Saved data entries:
──────────
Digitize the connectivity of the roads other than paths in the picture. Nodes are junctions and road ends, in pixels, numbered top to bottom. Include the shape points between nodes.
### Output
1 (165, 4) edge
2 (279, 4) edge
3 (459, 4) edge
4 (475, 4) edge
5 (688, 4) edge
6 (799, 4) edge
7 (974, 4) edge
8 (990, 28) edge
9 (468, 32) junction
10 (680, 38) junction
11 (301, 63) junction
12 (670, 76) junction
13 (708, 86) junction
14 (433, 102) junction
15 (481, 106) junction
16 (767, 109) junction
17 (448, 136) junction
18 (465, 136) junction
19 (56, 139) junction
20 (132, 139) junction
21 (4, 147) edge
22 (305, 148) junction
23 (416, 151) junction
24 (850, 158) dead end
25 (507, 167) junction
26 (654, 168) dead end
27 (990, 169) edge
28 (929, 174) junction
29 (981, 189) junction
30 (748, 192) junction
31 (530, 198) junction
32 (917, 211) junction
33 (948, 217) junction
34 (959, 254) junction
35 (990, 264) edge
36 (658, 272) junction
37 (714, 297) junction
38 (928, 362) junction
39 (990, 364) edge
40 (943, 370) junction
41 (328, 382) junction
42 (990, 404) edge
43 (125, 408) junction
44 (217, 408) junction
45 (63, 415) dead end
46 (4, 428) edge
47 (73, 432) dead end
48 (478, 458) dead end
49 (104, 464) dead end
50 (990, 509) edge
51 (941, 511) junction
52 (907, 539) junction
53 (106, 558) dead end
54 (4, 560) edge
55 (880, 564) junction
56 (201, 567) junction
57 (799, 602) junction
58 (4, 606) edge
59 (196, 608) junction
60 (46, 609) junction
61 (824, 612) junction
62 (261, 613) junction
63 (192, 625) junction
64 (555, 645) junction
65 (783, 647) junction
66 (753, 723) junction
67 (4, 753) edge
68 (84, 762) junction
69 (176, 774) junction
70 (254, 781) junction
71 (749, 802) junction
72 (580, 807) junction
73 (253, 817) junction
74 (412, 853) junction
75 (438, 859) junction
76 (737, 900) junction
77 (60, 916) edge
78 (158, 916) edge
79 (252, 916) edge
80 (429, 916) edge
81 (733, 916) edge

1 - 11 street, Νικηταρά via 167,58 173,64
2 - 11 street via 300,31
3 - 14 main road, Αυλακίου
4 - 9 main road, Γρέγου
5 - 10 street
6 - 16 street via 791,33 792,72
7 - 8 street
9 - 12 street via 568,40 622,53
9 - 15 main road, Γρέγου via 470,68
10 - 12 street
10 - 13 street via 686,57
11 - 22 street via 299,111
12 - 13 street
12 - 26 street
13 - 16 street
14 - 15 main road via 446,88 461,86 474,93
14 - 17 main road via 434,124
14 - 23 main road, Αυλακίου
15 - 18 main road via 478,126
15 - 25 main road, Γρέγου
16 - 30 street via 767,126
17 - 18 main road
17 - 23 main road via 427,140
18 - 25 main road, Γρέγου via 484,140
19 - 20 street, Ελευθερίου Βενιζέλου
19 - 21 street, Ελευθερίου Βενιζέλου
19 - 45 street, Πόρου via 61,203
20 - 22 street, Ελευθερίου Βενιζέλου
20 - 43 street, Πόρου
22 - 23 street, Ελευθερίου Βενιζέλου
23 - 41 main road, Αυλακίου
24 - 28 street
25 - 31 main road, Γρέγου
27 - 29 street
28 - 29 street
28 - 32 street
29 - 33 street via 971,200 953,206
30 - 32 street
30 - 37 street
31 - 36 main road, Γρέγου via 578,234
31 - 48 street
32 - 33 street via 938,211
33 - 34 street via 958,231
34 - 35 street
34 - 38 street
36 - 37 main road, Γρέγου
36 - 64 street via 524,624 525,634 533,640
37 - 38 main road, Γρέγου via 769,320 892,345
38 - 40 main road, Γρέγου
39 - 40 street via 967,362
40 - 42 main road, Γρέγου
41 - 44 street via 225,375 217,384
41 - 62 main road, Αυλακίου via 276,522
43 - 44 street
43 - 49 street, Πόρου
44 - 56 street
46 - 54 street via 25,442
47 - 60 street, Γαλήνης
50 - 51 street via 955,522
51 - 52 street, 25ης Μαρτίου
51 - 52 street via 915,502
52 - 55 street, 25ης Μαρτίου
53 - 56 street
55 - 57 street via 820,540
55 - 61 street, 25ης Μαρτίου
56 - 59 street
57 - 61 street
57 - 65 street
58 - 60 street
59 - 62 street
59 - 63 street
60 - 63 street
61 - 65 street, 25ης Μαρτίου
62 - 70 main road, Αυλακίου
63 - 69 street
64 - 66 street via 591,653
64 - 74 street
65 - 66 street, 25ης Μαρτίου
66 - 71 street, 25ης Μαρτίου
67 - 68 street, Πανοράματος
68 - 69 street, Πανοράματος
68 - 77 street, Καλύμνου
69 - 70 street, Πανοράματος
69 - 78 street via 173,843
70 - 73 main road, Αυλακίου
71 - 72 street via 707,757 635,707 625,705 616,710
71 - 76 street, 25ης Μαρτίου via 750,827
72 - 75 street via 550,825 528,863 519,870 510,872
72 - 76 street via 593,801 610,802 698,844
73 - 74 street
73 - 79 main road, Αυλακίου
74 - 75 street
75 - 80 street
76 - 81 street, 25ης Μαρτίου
──────────
Work required: Could you restate every entry above word for word?

Solved problem:
Digitize the connectivity of the roads other than paths in the picture. Nodes are junctions and road ends, in pixels, numbered top to bottom. Include the shape points between nodes.
### Output
1 (165, 4) edge
2 (279, 4) edge
3 (459, 4) edge
4 (475, 4) edge
5 (688, 4) edge
6 (799, 4) edge
7 (974, 4) edge
8 (990, 28) edge
9 (468, 32) junction
10 (680, 38) junction
11 (301, 63) junction
12 (670, 76) junction
13 (708, 86) junction
14 (433, 102) junction
15 (481, 106) junction
16 (767, 109) junction
17 (448, 136) junction
18 (465, 136) junction
19 (56, 139) junction
20 (132, 139) junction
21 (4, 147) edge
22 (305, 148) junction
23 (416, 151) junction
24 (850, 158) dead end
25 (507, 167) junction
26 (654, 168) dead end
27 (990, 169) edge
28 (929, 174) junction
29 (981, 189) junction
30 (748, 192) junction
31 (530, 198) junction
32 (917, 211) junction
33 (948, 217) junction
34 (959, 254) junction
35 (990, 264) edge
36 (658, 272) junction
37 (714, 297) junction
38 (928, 362) junction
39 (990, 364) edge
40 (943, 370) junction
41 (328, 382) junction
42 (990, 404) edge
43 (125, 408) junction
44 (217, 408) junction
45 (63, 415) dead end
46 (4, 428) edge
47 (73, 432) dead end
48 (478, 458) dead end
49 (104, 464) dead end
50 (990, 509) edge
51 (941, 511) junction
52 (907, 539) junction
53 (106, 558) dead end
54 (4, 560) edge
55 (880, 564) junction
56 (201, 567) junction
57 (799, 602) junction
58 (4, 606) edge
59 (196, 608) junction
60 (46, 609) junction
61 (824, 612) junction
62 (261, 613) junction
63 (192, 625) junction
64 (555, 645) junction
65 (783, 647) junction
66 (753, 723) junction
67 (4, 753) edge
68 (84, 762) junction
69 (176, 774) junction
70 (254, 781) junction
71 (749, 802) junction
72 (580, 807) junction
73 (253, 817) junction
74 (412, 853) junction
75 (438, 859) junction
76 (737, 900) junction
77 (60, 916) edge
78 (158, 916) edge
79 (252, 916) edge
80 (429, 916) edge
81 (733, 916) edge

1 - 11 street, Νικηταρά via 167,58 173,64
2 - 11 street via 300,31
3 - 14 main road, Αυλακίου
4 - 9 main road, Γρέγου
5 - 10 street
6 - 16 street via 791,33 792,72
7 - 8 street
9 - 12 street via 568,40 622,53
9 - 15 main road, Γρέγου via 470,68
10 - 12 street
10 - 13 street via 686,57
11 - 22 street via 299,111
12 - 13 street
12 - 26 street
13 - 16 street
14 - 15 main road via 446,88 461,86 474,93
14 - 17 main road via 434,124
14 - 23 main road, Αυλακίου
15 - 18 main road via 478,126
15 - 25 main road, Γρέγου
16 - 30 street via 767,126
17 - 18 main road
17 - 23 main road via 427,140
18 - 25 main road, Γρέγου via 484,140
19 - 20 street, Ελευθερίου Βενιζέλου
19 - 21 street, Ελευθερίου Βενιζέλου
19 - 45 street, Πόρου via 61,203
20 - 22 street, Ελευθερίου Βενιζέλου
20 - 43 street, Πόρου
22 - 23 street, Ελευθερίου Βενιζέλου
23 - 41 main road, Αυλακίου
24 - 28 street
25 - 31 main road, Γρέγου
27 - 29 street
28 - 29 street
28 - 32 street
29 - 33 street via 971,200 953,206
30 - 32 street
30 - 37 street
31 - 36 main road, Γρέγου via 578,234
31 - 48 street
32 - 33 street via 938,211
33 - 34 street via 958,231
34 - 35 street
34 - 38 street
36 - 37 main road, Γρέγου
36 - 64 street via 524,624 525,634 533,640
37 - 38 main road, Γρέγου via 769,320 892,345
38 - 40 main road, Γρέγου
39 - 40 street via 967,362
40 - 42 main road, Γρέγου
41 - 44 street via 225,375 217,384
41 - 62 main road, Αυλακίου via 276,522
43 - 44 street
43 - 49 street, Πόρου
44 - 56 street
46 - 54 street via 25,442
47 - 60 street, Γαλήνης
50 - 51 street via 955,522
51 - 52 street, 25ης Μαρτίου
51 - 52 street via 915,502
52 - 55 street, 25ης Μαρτίου
53 - 56 street
55 - 57 street via 820,540
55 - 61 street, 25ης Μαρτίου
56 - 59 street
57 - 61 street
57 - 65 street
58 - 60 street
59 - 62 street
59 - 63 street
60 - 63 street
61 - 65 street, 25ης Μαρτίου
62 - 70 main road, Αυλακίου
63 - 69 street
64 - 66 street via 591,653
64 - 74 street
65 - 66 street, 25ης Μαρτίου
66 - 71 street, 25ης Μαρτίου
67 - 68 street, Πανοράματος
68 - 69 street, Πανοράματος
68 - 77 street, Καλύμνου
69 - 70 street, Πανοράματος
69 - 78 street via 173,843
70 - 73 main road, Αυλακίου
71 - 72 street via 707,757 635,707 625,705 616,710
71 - 76 street, 25ης Μαρτίου via 750,827
72 - 75 street via 550,825 528,863 519,870 510,872
72 - 76 street via 593,801 610,802 698,844
73 - 74 street
73 - 79 main road, Αυλακίου
74 - 75 street
75 - 80 street
76 - 81 street, 25ης Μαρτίου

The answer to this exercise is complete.